------ RAW DATA

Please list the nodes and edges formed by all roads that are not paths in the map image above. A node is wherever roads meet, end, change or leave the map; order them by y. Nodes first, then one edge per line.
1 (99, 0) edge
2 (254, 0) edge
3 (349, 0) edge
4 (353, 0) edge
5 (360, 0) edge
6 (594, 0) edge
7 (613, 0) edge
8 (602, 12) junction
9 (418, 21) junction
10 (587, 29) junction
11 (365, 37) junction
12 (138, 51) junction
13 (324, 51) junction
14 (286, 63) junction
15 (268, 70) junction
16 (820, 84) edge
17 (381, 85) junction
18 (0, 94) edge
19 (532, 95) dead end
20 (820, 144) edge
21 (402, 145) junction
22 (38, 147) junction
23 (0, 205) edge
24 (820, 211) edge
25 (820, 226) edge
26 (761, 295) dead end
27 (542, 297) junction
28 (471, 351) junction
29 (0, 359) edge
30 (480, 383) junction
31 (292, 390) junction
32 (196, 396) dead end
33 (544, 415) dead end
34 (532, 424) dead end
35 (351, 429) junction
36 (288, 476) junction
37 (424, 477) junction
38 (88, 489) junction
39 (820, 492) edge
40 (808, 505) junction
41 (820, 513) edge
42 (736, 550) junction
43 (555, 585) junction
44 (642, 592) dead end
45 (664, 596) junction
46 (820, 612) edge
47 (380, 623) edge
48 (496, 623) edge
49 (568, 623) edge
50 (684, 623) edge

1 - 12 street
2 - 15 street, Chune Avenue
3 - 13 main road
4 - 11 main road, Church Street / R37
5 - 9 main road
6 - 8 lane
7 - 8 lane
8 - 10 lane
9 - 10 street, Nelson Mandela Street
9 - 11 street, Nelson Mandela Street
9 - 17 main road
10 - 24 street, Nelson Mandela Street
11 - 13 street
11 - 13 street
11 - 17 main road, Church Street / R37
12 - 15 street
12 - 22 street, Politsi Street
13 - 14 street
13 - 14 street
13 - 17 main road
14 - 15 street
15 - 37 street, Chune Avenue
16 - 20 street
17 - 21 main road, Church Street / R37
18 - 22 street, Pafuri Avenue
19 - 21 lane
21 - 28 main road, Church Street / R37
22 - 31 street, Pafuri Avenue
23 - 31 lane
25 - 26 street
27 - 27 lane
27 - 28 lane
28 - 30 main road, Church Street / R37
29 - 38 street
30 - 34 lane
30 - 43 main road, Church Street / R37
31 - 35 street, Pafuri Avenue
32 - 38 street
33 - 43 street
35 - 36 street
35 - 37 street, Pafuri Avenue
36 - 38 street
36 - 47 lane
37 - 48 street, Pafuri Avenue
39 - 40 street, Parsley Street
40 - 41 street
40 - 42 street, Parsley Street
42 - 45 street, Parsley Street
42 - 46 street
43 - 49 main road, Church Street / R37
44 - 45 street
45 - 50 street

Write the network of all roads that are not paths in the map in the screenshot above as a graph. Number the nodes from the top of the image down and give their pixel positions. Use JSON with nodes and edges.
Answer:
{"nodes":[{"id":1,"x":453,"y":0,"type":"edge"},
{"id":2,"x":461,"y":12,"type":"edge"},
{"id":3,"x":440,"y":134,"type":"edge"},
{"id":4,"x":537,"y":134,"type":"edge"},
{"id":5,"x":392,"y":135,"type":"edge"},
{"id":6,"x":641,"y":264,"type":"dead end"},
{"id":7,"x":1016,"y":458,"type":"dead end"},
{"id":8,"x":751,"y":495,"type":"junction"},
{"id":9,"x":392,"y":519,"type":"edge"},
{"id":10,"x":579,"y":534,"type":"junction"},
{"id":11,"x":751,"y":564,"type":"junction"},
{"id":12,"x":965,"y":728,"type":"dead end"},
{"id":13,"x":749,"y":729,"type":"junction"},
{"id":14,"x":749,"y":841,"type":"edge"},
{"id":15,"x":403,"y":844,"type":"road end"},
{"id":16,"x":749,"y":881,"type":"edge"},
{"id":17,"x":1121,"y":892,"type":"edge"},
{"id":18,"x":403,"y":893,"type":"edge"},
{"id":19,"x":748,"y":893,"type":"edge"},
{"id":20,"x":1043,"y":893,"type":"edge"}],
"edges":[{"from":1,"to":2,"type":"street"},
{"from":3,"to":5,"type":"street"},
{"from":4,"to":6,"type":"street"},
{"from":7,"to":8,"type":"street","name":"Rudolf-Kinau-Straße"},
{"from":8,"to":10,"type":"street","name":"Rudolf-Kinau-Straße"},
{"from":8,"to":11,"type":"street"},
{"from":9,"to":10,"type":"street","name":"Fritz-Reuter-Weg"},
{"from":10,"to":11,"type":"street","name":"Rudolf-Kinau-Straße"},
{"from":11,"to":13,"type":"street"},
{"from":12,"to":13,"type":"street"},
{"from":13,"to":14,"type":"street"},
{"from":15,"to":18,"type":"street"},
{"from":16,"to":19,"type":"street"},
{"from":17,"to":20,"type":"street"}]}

------------

§ TASK INSTRUCTIONS
The lines needed are those in the data above that hold the string "Nelson"; copy each of them.

§ EXPECTED OUTPUT
9 - 10 street, Nelson Mandela Street
9 - 11 street, Nelson Mandela Street
10 - 24 street, Nelson Mandela Street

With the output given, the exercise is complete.